Saved entries:
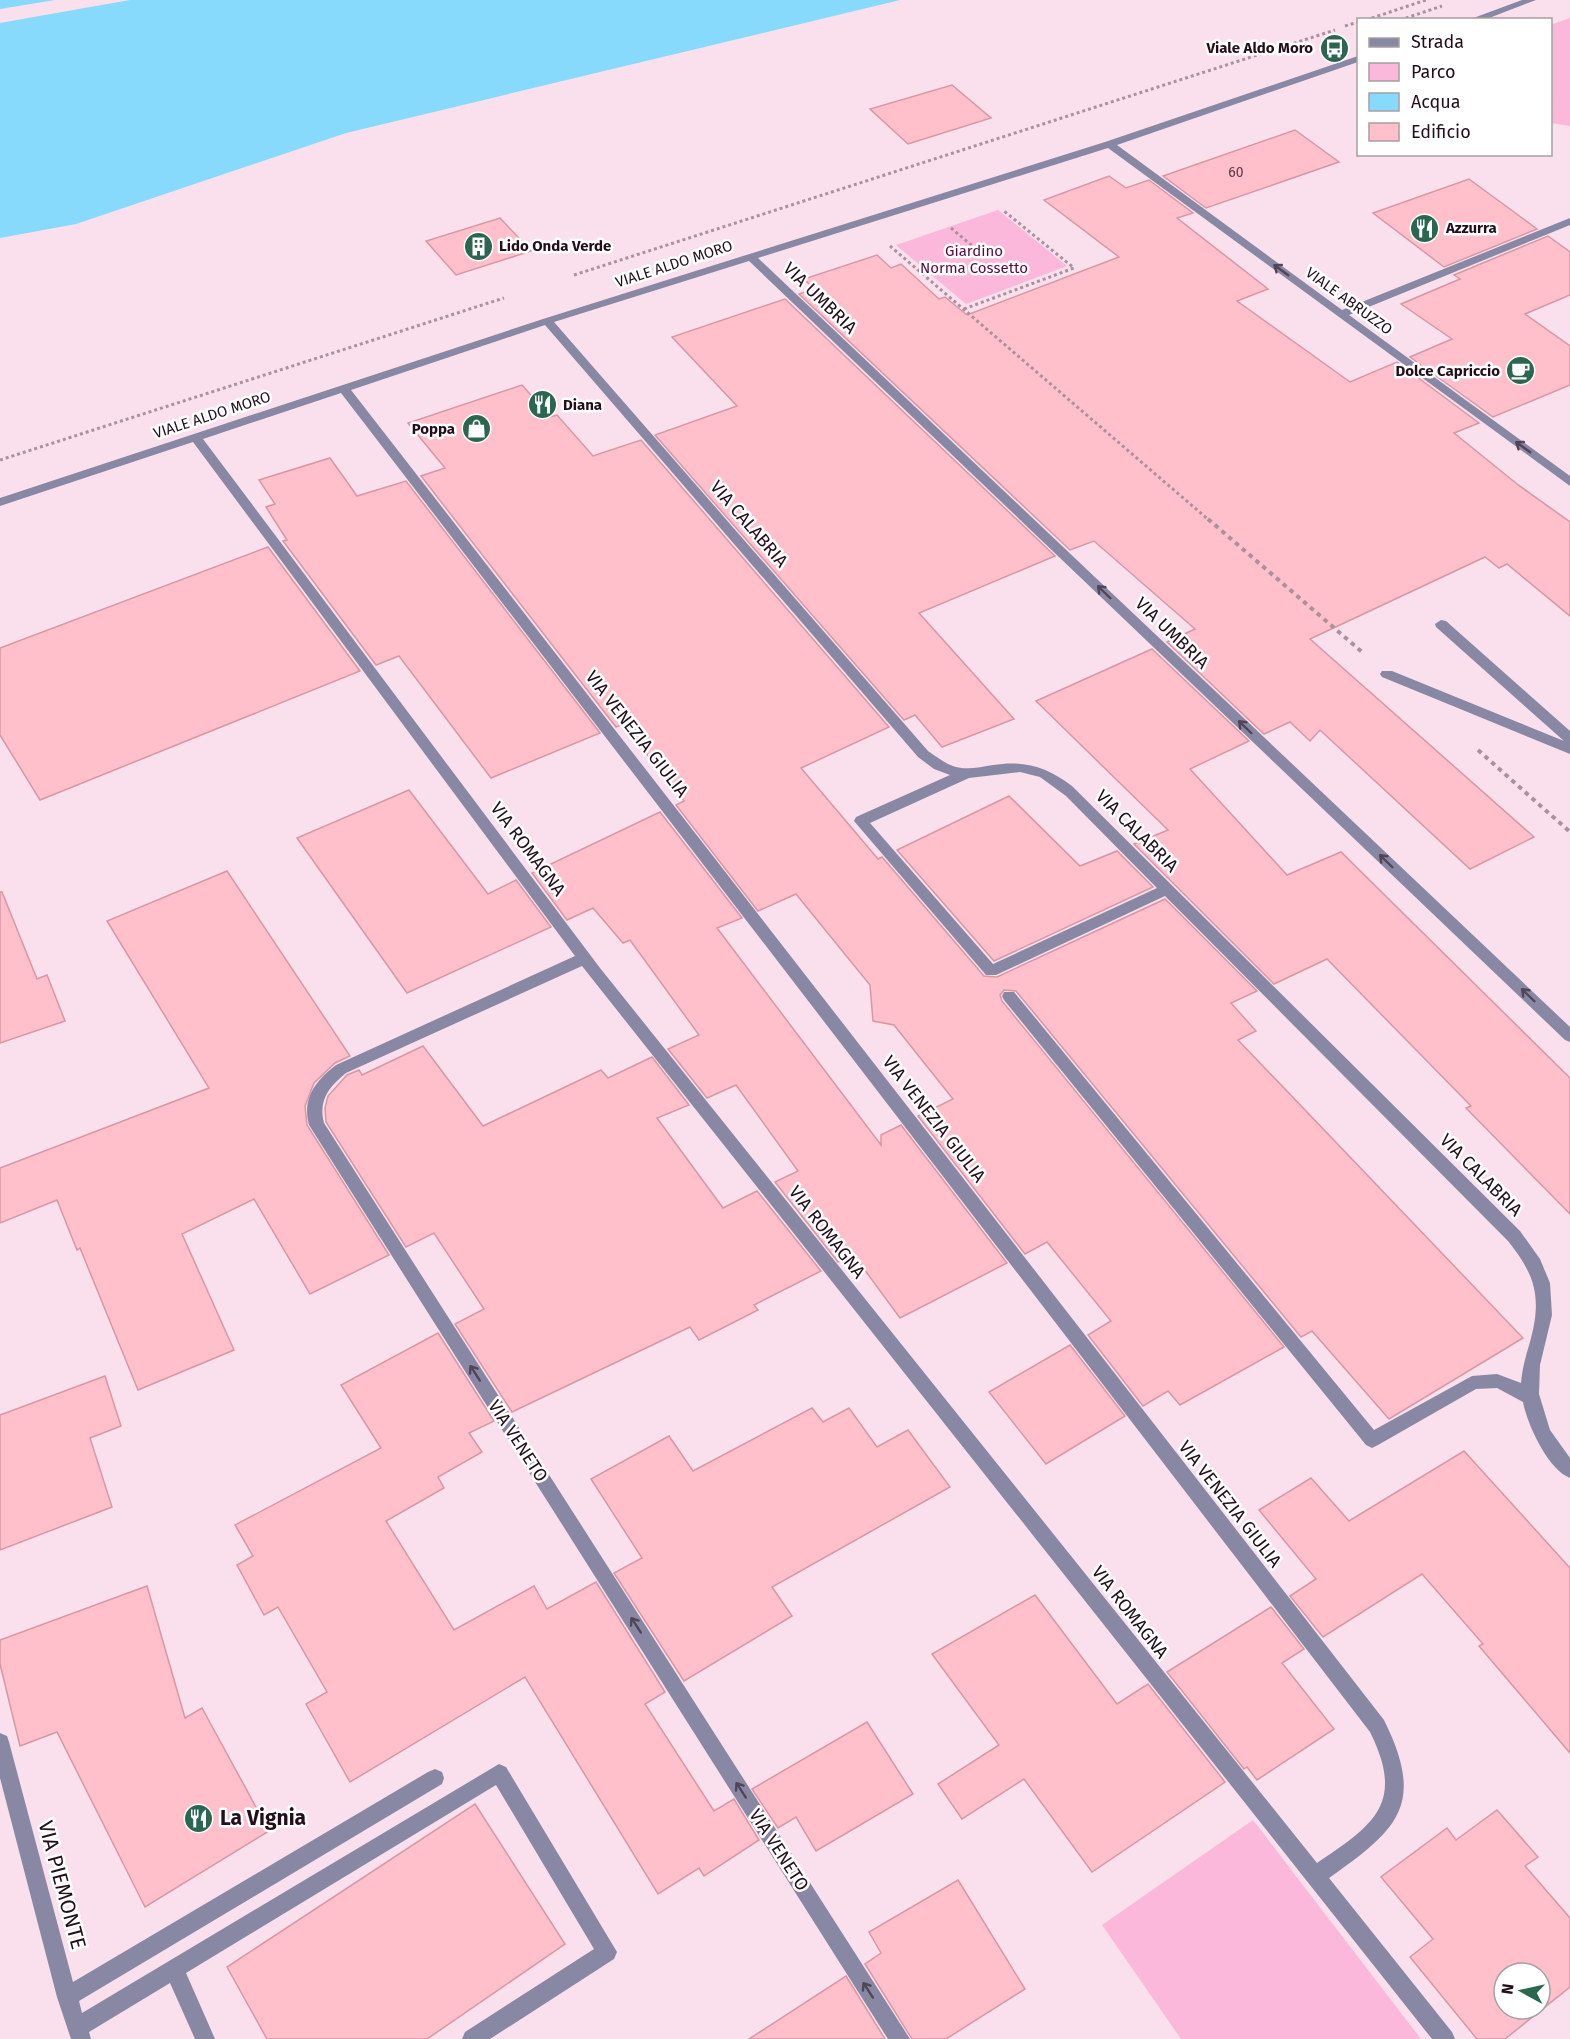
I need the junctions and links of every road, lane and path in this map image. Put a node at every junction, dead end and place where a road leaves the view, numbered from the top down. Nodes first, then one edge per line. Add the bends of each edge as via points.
1 (1426, 0) edge
2 (1531, 0) edge
3 (1450, 3) dead end
4 (1372, 18) edge
5 (1406, 18) edge
6 (1479, 18) edge
7 (1357, 23) edge
8 (1357, 60) edge
9 (1109, 144) junction
10 (1003, 210) dead end
11 (1570, 221) edge
12 (950, 228) dead end
13 (883, 240) dead end
14 (976, 249) dead end
15 (750, 256) junction
16 (566, 278) dead end
17 (511, 296) dead end
18 (963, 309) junction
19 (1341, 314) junction
20 (547, 321) junction
21 (343, 387) junction
22 (195, 436) junction
23 (0, 460) edge
24 (1570, 482) edge
25 (0, 502) edge
26 (1441, 624) dead end
27 (1387, 674) joint
28 (1570, 739) edge
29 (1472, 745) dead end
30 (1570, 749) edge
31 (966, 774) junction
32 (1570, 832) edge
33 (1167, 889) junction
34 (585, 958) junction
35 (1009, 996) dead end
36 (1570, 1036) edge
37 (1531, 1398) junction
38 (1570, 1470) edge
39 (0, 1742) edge
40 (435, 1778) dead end
41 (1315, 1876) junction
42 (174, 1968) junction
43 (67, 1997) junction
44 (79, 2034) edge
45 (205, 2039) edge
46 (472, 2039) edge
47 (900, 2039) edge
48 (1445, 2039) edge

1 - 4 path
2 - 6 street
3 - 5 path
7 - 16 path, VIALE ALDO MORO
8 - 9 street, VIALE ALDO MORO
9 - 15 street, VIALE ALDO MORO
19 -> 9 street, VIALE ABRUZZO
10 - 18 path via 1074,268
11 - 19 street
12 - 14 path
13 - 18 path
15 - 20 street, VIALE ALDO MORO
36 -> 15 street, VIA UMBRIA
17 - 23 path, VIALE ALDO MORO
18 - 27 path
24 -> 19 street, VIALE ABRUZZO
20 - 21 street, VIALE ALDO MORO
20 - 31 street, VIA CALABRIA via 923,754 941,768
21 - 22 street, VIALE ALDO MORO
21 - 41 street, VIA VENEZIA GIULIA via 1377,1726 1393,1765 1391,1805 1372,1833
22 - 25 street, VIALE ALDO MORO
22 - 34 street, VIA ROMAGNA
26 - 28 street
27 - 30 street
29 - 32 path
31 - 33 street, VIA CALABRIA via 1019,769 1048,776 1071,792
31 - 33 street via 861,820 991,971
33 - 37 street, VIA CALABRIA via 1525,1249 1542,1282 1545,1300 1541,1336 1531,1367
34 - 41 street, VIA ROMAGNA
47 -> 34 street, VIA VENETO via 313,1115 319,1088 341,1069
35 - 37 street via 1372,1440 1473,1383 1489,1378
37 - 38 street, VIA CALABRIA via 1549,1445
39 - 43 street, VIA PIEMONTE
40 - 43 street
41 - 48 street, VIA ROMAGNA
42 - 44 street
42 - 45 street
42 - 46 street via 499,1773 607,1952
43 - 44 street, VIA PIEMONTE

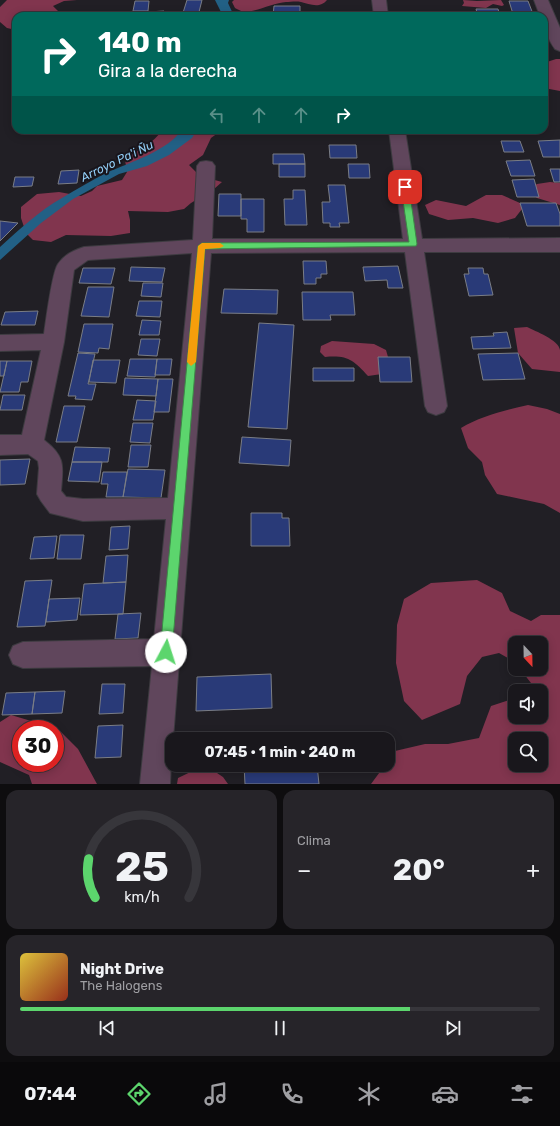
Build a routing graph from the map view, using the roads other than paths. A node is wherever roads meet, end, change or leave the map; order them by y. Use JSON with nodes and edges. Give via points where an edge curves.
{"nodes":[{"id":1,"x":379,"y":0,"type":"edge"},
{"id":2,"x":541,"y":0,"type":"edge"},
{"id":3,"x":381,"y":12,"type":"edge"},
{"id":4,"x":546,"y":12,"type":"edge"},
{"id":5,"x":548,"y":17,"type":"edge"},
{"id":6,"x":560,"y":46,"type":"edge"},
{"id":7,"x":398,"y":134,"type":"edge"},
{"id":8,"x":206,"y":166,"type":"dead end"},
{"id":9,"x":413,"y":244,"type":"junction"},
{"id":10,"x":560,"y":245,"type":"edge"},
{"id":11,"x":202,"y":246,"type":"junction"},
{"id":12,"x":53,"y":342,"type":"junction"},
{"id":13,"x":0,"y":343,"type":"edge"},
{"id":14,"x":436,"y":406,"type":"dead end"},
{"id":15,"x":32,"y":444,"type":"junction"},
{"id":16,"x":0,"y":445,"type":"edge"},
{"id":17,"x":178,"y":508,"type":"junction"},
{"id":18,"x":166,"y":652,"type":"junction"},
{"id":19,"x":23,"y":655,"type":"dead end"},
{"id":20,"x":156,"y":784,"type":"edge"}],
"edges":[{"from":1,"to":3,"type":"street"},
{"from":2,"to":4,"type":"street"},
{"from":5,"to":6,"type":"street"},
{"from":7,"to":9,"type":"street"},
{"from":8,"to":11,"type":"street"},
{"from":9,"to":10,"type":"street"},
{"from":9,"to":11,"type":"street"},
{"from":9,"to":14,"type":"street"},
{"from":11,"to":12,"type":"street","via":[[84,254],[73,260],[65,268]]},
{"from":11,"to":17,"type":"street"},
{"from":12,"to":13,"type":"street"},
{"from":12,"to":15,"type":"street"},
{"from":15,"to":16,"type":"street"},
{"from":15,"to":17,"type":"street","via":[[48,456],[51,468],[48,494],[59,506],[84,510]]},
{"from":17,"to":18,"type":"street"},
{"from":18,"to":19,"type":"street"},
{"from":18,"to":20,"type":"street"}]}
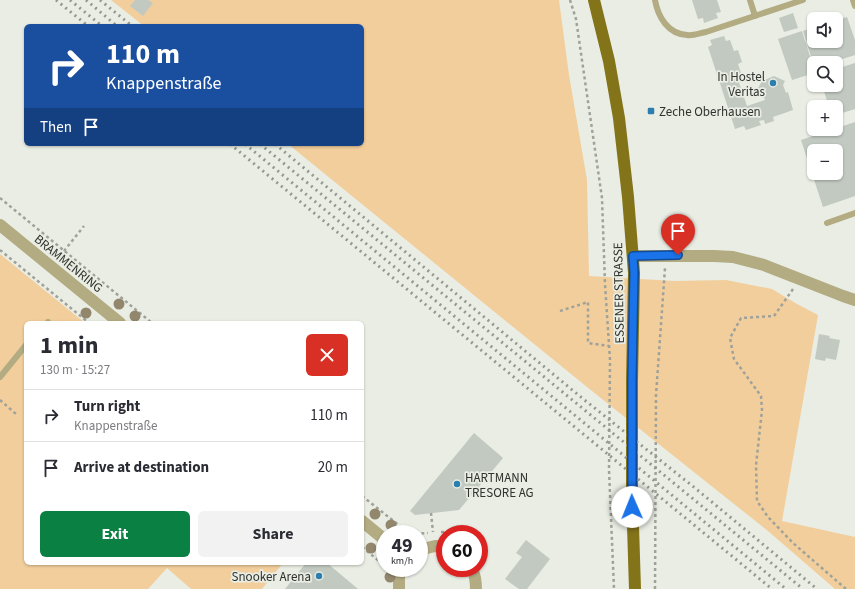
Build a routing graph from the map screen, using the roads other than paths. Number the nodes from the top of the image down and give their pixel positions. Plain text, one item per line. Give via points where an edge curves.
1 (594, 0) edge
2 (655, 0) edge
3 (750, 0) edge
4 (803, 0) edge
5 (853, 0) edge
6 (855, 6) edge
7 (755, 16) junction
8 (855, 213) edge
9 (827, 223) dead end
10 (0, 225) edge
11 (633, 256) junction
12 (855, 300) edge
13 (118, 321) edge
14 (24, 347) edge
15 (0, 376) edge
16 (364, 523) edge
17 (376, 533) edge
18 (399, 577) edge
19 (475, 577) edge
20 (400, 589) edge
21 (476, 589) edge
22 (635, 589) edge

1 - 11 main road, ESSENER STRASSE via 609,60 619,118
2 - 7 lane via 658,14 665,24 672,30 686,35 706,32
3 - 7 lane
4 - 7 lane
5 - 6 lane
8 - 9 lane
10 - 13 street, BRAMMENRING
11 - 12 street via 733,258 764,265
11 - 22 main road, ESSENER STRASSE via 632,494
14 - 15 lane
16 - 17 street
18 - 20 street
19 - 21 street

▸ ABOUT THIS TASK: Look through the entries above and work out how many lines contain the string "lane". Give that number alone.

▸ ANSWER SECTION: 7